Dataset items:
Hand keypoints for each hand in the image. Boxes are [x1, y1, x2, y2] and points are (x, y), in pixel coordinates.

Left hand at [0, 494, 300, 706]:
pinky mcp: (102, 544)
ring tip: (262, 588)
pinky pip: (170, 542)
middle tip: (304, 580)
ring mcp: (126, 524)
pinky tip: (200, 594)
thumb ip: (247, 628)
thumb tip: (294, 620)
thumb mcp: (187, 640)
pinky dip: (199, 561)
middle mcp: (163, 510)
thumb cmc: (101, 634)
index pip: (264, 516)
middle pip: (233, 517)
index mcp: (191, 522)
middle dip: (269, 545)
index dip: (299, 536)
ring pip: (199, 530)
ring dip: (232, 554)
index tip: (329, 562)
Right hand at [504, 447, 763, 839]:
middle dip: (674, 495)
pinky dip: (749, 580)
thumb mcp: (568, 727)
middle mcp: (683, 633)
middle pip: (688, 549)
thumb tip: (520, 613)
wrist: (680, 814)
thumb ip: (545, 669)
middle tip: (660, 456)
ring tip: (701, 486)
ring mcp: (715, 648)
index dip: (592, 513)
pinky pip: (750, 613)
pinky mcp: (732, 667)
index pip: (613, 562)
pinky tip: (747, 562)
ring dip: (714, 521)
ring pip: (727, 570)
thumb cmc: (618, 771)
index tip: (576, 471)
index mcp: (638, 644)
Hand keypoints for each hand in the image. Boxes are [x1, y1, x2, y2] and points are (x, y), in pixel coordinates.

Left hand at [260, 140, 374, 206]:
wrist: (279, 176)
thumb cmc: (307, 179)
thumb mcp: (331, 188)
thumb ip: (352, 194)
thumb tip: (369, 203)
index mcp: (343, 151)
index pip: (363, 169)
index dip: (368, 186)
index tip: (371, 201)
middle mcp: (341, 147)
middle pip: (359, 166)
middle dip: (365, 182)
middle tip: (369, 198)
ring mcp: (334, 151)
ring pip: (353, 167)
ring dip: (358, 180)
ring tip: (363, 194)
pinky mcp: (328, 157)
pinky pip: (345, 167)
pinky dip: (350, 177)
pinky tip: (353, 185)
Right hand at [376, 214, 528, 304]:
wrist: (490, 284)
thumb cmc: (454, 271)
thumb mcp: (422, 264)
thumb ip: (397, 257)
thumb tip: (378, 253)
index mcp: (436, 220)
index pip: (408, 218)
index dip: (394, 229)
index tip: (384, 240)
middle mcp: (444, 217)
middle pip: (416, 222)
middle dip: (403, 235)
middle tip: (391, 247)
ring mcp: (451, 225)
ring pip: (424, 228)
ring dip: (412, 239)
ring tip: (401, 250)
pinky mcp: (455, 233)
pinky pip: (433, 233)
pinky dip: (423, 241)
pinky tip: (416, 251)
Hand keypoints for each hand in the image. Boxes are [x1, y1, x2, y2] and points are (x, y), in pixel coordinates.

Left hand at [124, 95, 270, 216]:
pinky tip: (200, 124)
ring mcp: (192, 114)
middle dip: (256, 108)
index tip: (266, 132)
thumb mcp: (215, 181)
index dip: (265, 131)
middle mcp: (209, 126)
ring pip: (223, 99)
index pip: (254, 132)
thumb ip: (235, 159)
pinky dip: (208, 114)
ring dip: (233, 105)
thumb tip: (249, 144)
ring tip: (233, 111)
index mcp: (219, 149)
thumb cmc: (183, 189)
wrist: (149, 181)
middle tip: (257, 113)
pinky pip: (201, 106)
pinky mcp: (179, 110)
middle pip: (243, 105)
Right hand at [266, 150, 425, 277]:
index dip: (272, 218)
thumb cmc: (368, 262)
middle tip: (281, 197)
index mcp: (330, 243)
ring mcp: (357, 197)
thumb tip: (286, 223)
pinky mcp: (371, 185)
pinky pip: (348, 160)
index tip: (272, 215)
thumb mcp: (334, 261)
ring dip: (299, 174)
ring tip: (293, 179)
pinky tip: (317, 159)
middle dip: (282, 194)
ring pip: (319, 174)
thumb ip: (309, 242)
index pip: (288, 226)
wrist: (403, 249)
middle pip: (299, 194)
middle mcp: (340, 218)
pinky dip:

- [WORK TASK]: For the records above, state how many lines include "Right", giving no more than the number.

- [SOLVED EXERCISE]: 3